In February last year a scandal brought throughout China to falter. The popular politician Bo Xilai had sawed off a Topmitarbeiter, which then his ex-boss accused of murder, which in turn led to crash en Bos (and the condemnation of his wife).

Garry King, a researcher at Harvard University, believes that he has developed software that monitors the censorship of the Chinese government in local social media offerings, an early warning system in case Bo was: Days before the big scandal have indications that as an important political event is imminent .

Five days before his Bo staff absÃĪgte, Kings software showed the beginning of a rapidly rising curve censorship. The proportion of blocked postings on social media output growth, a trend that lasted several days. According to King, it had already been similar pattern several times before big political news in the country. “There are examples showing clear that the Chinese government is about to act.” King keeps his tools for one of the best methods to date to predict Beijing’s larger strategic steps without external signs otherwise result.

King saw the names of dissidents days were censored suddenly before her arrest. An increase in the general Internet censorship, as was observed before the end Bos, went ahead and fixed the name of the famous artist Ai Weiwei in 2011. The censorship took hand off, when the Chinese government was in June 2011, shortly before the surprising announcement of an agreement with Vietnam, which defused a hot dispute over oil rights in the South China Sea.

King believes that online censorship now than tool is used to dampen the public reaction to major news or form. Also, for it speaks that no longer all negative comments will be blocked, but only those that require collective action.

The censorship in the Chinese social networks are less well known than what is known as the Great Firewall which blocks access to Western sites like Facebook and Wikipedia of Internet connections in China. But meanwhile the monitoring of social networks for the censors has become at least as important. Social media is attractive to people in a country are strictly controlled in the conventional media and the Great Firewall directs the interest on sites that are located within its borders.

Scientific works as the King, the trace, which disappear postings of social media services in China, allow a closer look at how the censorship system in the country works. The main theory: The measures are now sophisticated and efficient – and are used selectively a! nd with caution to control the online public in the country

The most popular social media offer in China microblog networks. called Weibos which approximately correspond to what is known in the west by Twitter. Around 270 million people take part because, according to government figures. In China, all microblog offers must establish an internal censorship team that gets then given by the government is a direct line that sensitive postings will be blocked. Sina Weibo and Tencent Weibo gather according to their own statements, the most active users. Your team censorship deal reportedly up to 1000 people.

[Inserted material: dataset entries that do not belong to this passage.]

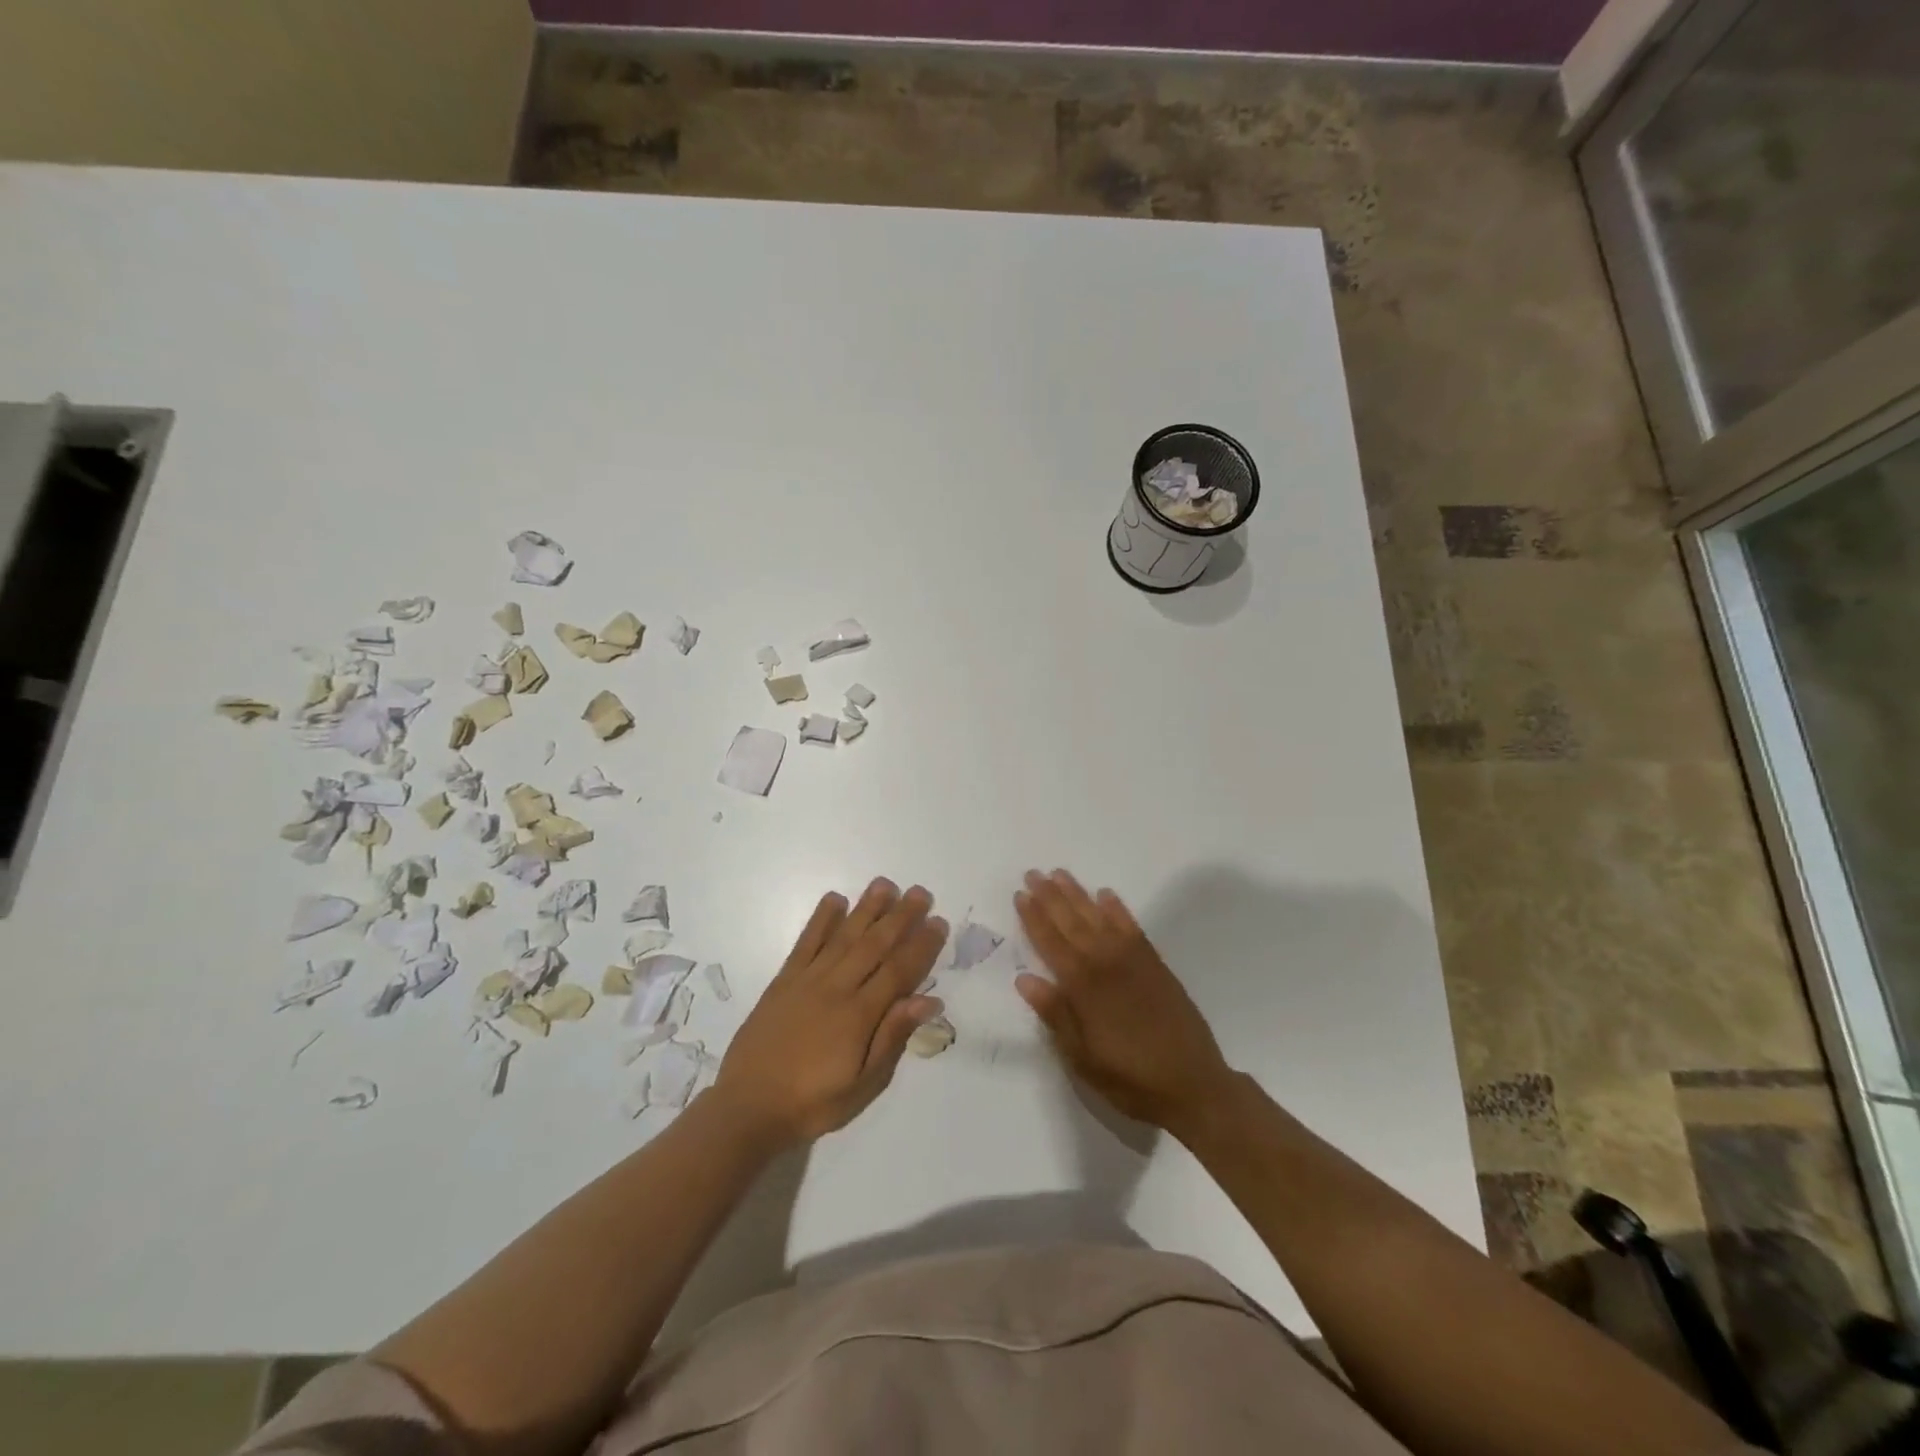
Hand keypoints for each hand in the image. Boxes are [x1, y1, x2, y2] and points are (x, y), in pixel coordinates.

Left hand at [714, 879, 947, 1147]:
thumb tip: (927, 1000)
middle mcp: (836, 989)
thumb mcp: (863, 1085)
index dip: (921, 946)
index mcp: (859, 1016)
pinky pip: (805, 942)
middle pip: (874, 945)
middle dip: (900, 917)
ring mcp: (807, 980)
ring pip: (843, 936)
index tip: (938, 922)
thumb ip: (892, 1038)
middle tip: (920, 892)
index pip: (898, 972)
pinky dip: (821, 919)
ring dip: (866, 909)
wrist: (747, 1107)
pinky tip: (835, 899)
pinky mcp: (783, 980)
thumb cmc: (813, 1103)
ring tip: (884, 884)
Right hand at [1014, 869, 1233, 1136]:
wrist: (1193, 1084)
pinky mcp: (1155, 964)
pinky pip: (1131, 927)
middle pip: (1072, 922)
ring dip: (1078, 895)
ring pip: (1099, 918)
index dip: (1034, 918)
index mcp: (1083, 987)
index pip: (1050, 943)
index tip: (1020, 894)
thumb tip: (1025, 979)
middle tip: (1033, 873)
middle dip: (1050, 897)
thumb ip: (1055, 1014)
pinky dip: (1117, 909)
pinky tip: (1106, 895)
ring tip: (1060, 874)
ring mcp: (1133, 960)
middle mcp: (1105, 964)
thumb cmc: (1129, 1078)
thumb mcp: (1081, 1057)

These troops can react quickly, as a study of 2.38 million postings on Sina Weibo last year showed. 12 percent were blocked it – in a very short time. “It’s about minutes or hours, not days,” says Jed Crandall, an assistant professor at the University of New Mexico, who participated in the study along with colleagues at Rice University and Bowdoin College. Previous studies examined only for deleted posts at intervals 24 hours or even longer periods still. The assumption that the censorship mainly runs manually, but is probably wrong. “There must be some automated tools that can help. Otherwise, would be a censorship on the same level as we have observed it is not possible.”

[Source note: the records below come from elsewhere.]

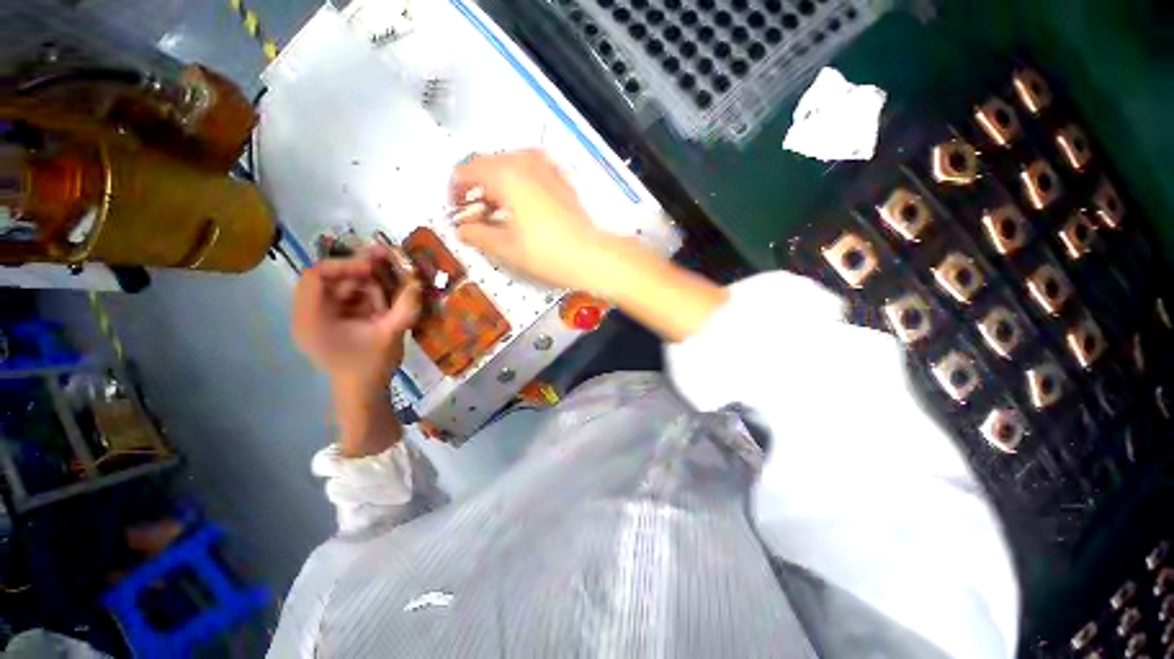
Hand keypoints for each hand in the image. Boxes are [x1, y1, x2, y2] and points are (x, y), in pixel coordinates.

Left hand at [291, 247, 421, 390]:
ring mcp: (319, 318)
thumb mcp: (392, 333)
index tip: (374, 268)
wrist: (364, 393)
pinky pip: (346, 299)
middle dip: (361, 274)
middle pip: (330, 279)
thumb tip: (418, 280)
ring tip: (388, 294)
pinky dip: (366, 297)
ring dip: (367, 286)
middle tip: (388, 269)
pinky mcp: (331, 322)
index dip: (345, 265)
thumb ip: (405, 305)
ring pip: (341, 288)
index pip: (315, 276)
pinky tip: (383, 304)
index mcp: (312, 318)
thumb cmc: (372, 366)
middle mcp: (308, 314)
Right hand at [453, 149, 727, 341]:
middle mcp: (523, 160)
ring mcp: (545, 166)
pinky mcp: (559, 177)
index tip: (457, 213)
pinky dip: (516, 186)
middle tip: (477, 218)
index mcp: (505, 173)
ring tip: (498, 217)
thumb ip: (476, 234)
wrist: (592, 255)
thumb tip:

Crandall has also collected evidence such as censorship measures are used to to control the direction of public opinion, rather than just turn off sensitive issues. A software of the researchers showed how it was possible the censors, successfully turning around the bad online sentiment after a serious train crash in July 2011. Then they retreated slowly, because the policy drew Weibo discussion in a different direction. “It shows that there is a kind of PR occurs, use the censors,” says Crandall. “They slow down the online debate until it hits the news cycle – when turning back the positive themes that people can say whatever they want.”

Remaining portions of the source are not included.